The authors of the current study investigated changes in blood-brain barrier permeability, the extent of embolus formation within the carotid artery, and the incidence and location of cerebral microembolism following unreamed femoral nailing (UR), reamed femoral nailing using a standard series of sequential reamers (SR), and reamed nailing using the RIA device. In order to better replicate the volume of bone that is reamed during femoral nail placement or total joint replacement in humans, the procedure was performed bilaterally in large-breed dogs. As the goal of the study was to determine the short-term effects of the different procedures on fat embolism, the surgeries were performed as acute (nonsurvival) procedures, with animals being maintained under anesthesia for 4 hours after the nailing procedure, then killed for tissue collection and analysis.

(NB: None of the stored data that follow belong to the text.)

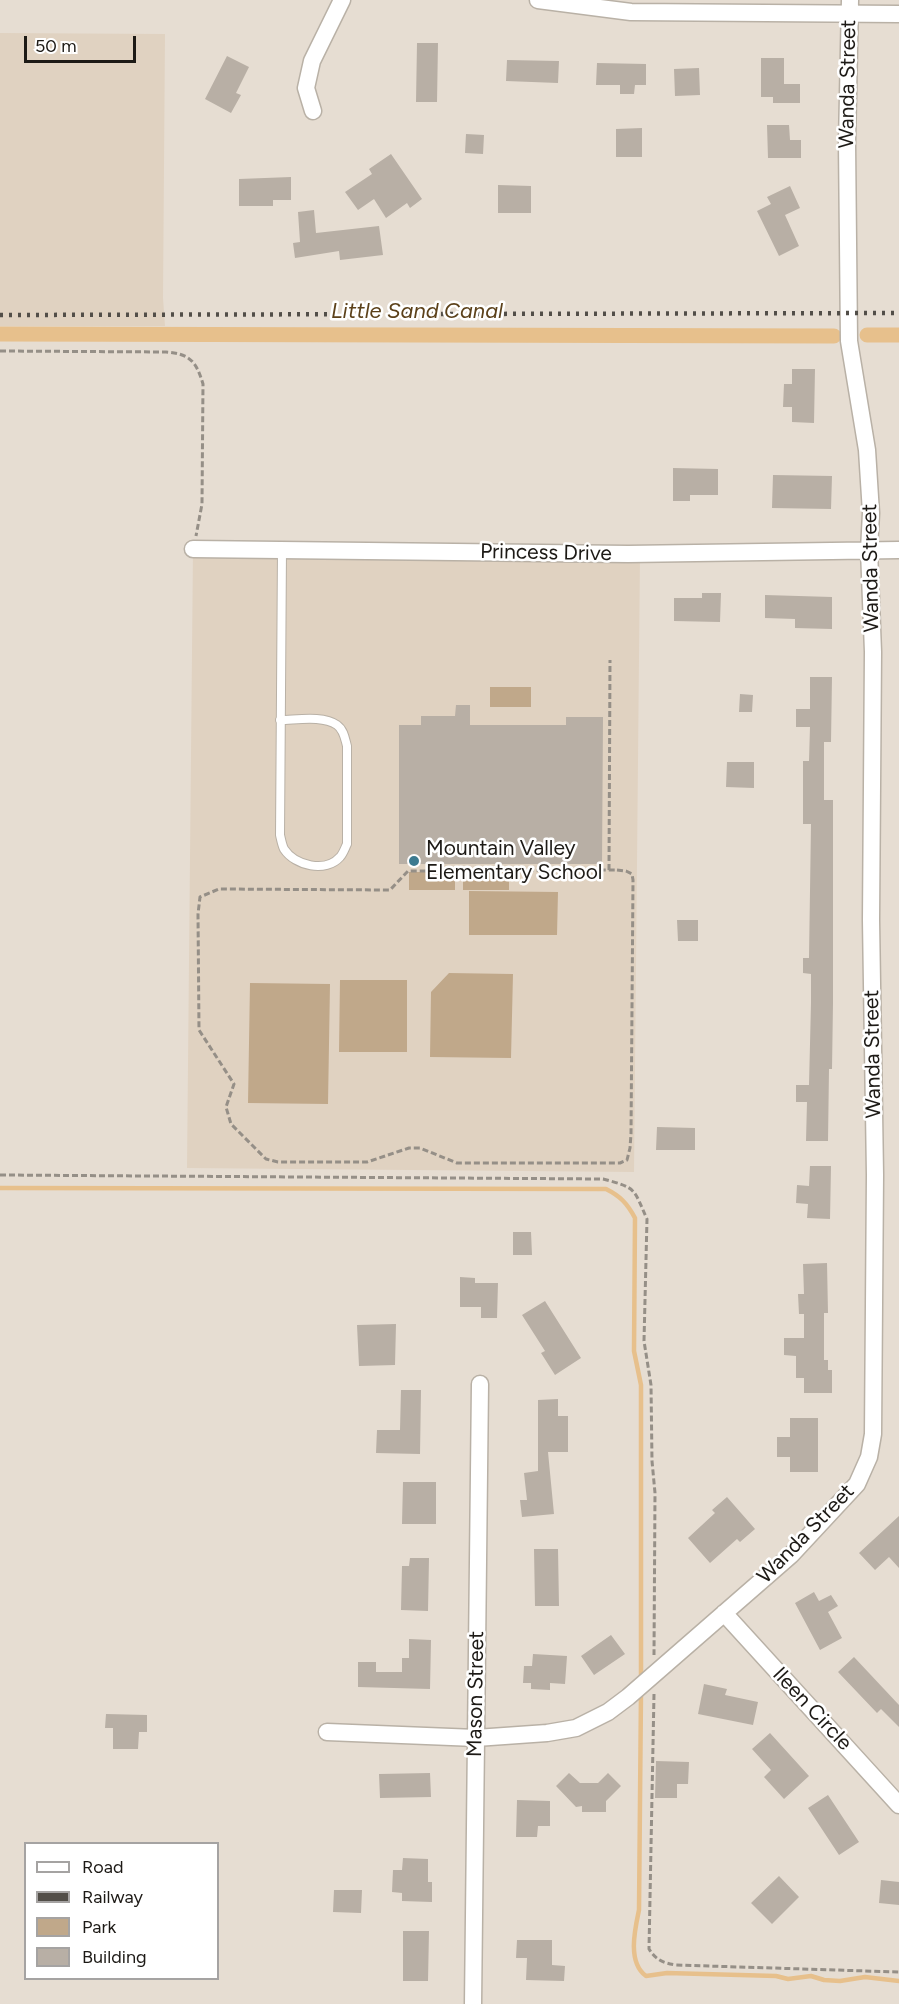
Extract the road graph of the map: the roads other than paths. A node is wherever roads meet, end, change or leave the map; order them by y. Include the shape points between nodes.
1 (342, 0) edge
2 (538, 0) edge
3 (850, 7) edge
4 (899, 14) edge
5 (313, 111) dead end
6 (193, 549) road end
7 (282, 550) junction
8 (870, 550) junction
9 (899, 550) edge
10 (280, 720) junction
11 (480, 1384) dead end
12 (724, 1613) junction
13 (327, 1732) dead end
14 (476, 1738) junction
15 (899, 1805) edge
16 (472, 2004) edge

1 - 5 street via 312,61 306,88
2 - 3 street via 632,12
3 - 4 street
3 - 8 street, Wanda Street via 849,341 867,450
6 - 7 street, Princess Drive
7 - 8 street, Princess Drive via 622,554
7 - 10 lane
8 - 9 street, Princess Drive
8 - 12 street, Wanda Street via 873,1434 869,1457 857,1484 791,1555
10 - 10 lane via 280,835 284,849 296,861 315,866 330,864 341,856 347,844 344,734 337,725 326,721
11 - 14 street, Mason Street
12 - 14 street, Wanda Street via 608,1712 576,1728
12 - 15 street, Ileen Circle
13 - 14 street, Wanda Street
14 - 16 street, Mason Street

As anticipated from previous work on pulmonary fat microembolism, the use of the RIA device with this canine model was associated with significantly fewer microembolic events, specifically, fewer larger-sized emboli (>200 μm); this is clinically relevant because it is these larger emboli that are most strongly implicated in circulatory problems following cardiac bypass surgery. The RIA group showed less permeability of the blood-brain barrier and a reduction in the overall magnitude of embolic showering, although the latter effect was not statistically significant because of the limited sample size in this experimental study. Immunohistochemical analysis of tissue sections revealed that, irrespective of the surgical procedure, microemboli were associated with the expression of hypoxia-inducible factor-1 alpha (HIF-1α) and heat shock protein (HSP)-70, markers that have been implicated as sentinels of neuronal stress. HIF-1α and HSP-70 levels were similar in the UR and RIA groups, and lower than those in the SR group, suggesting that the use of the RIA may allow surgeons to achieve the clinical benefits of a reamed nail without an increased risk of neuronal injury.

The major strength of this study lies in the use of an animal model in which embolic showering of fat, bone, and/or bone marrow has been documented during clinically relevant procedures such as medullary reaming and cement injection/pressurization. It might be argued that the same study could have been performed in human clinical patients, thereby eliminating the need for using animals, but the use of research animals in this case appears justified because it would not have been possible to confirm the tissue-level localization of embolic material or neuronal stress proteins in clinical patients.

As the authors concede, the main limitation of this study lies in the fact that it was not designed to assess the effects of microemboli on cognitive function per se. From a clinical perspective, this would have been extremely challenging because there are no validated cognitive functional tests for dogs. The limited sample size of this study also made it difficult to interpret some of the negative findings from the statistical tests, especially when making direct group-to-group comparisons.

Animal models will remain relevant as test systems for exploring the cellular and molecular pathways underlying POCD, but ultimately, it will only be through carefully designed, objective clinical trials involving human patients that it will be possible to address the clinical importance of strategies that reduce or prevent the formation and/or systemic distribution of microemboli. It is also critically important to recognize that, although fat microembolism represents an attractive potential target for interventional strategies in orthopaedic surgery, the experience in cardiovascular surgery clearly demonstrates the importance of other factors, such as patient age, response to anesthesia, systemic inflammation, and preexisting blood vessel or cerebral pathology, that are unrelated to the nature of the surgical intervention.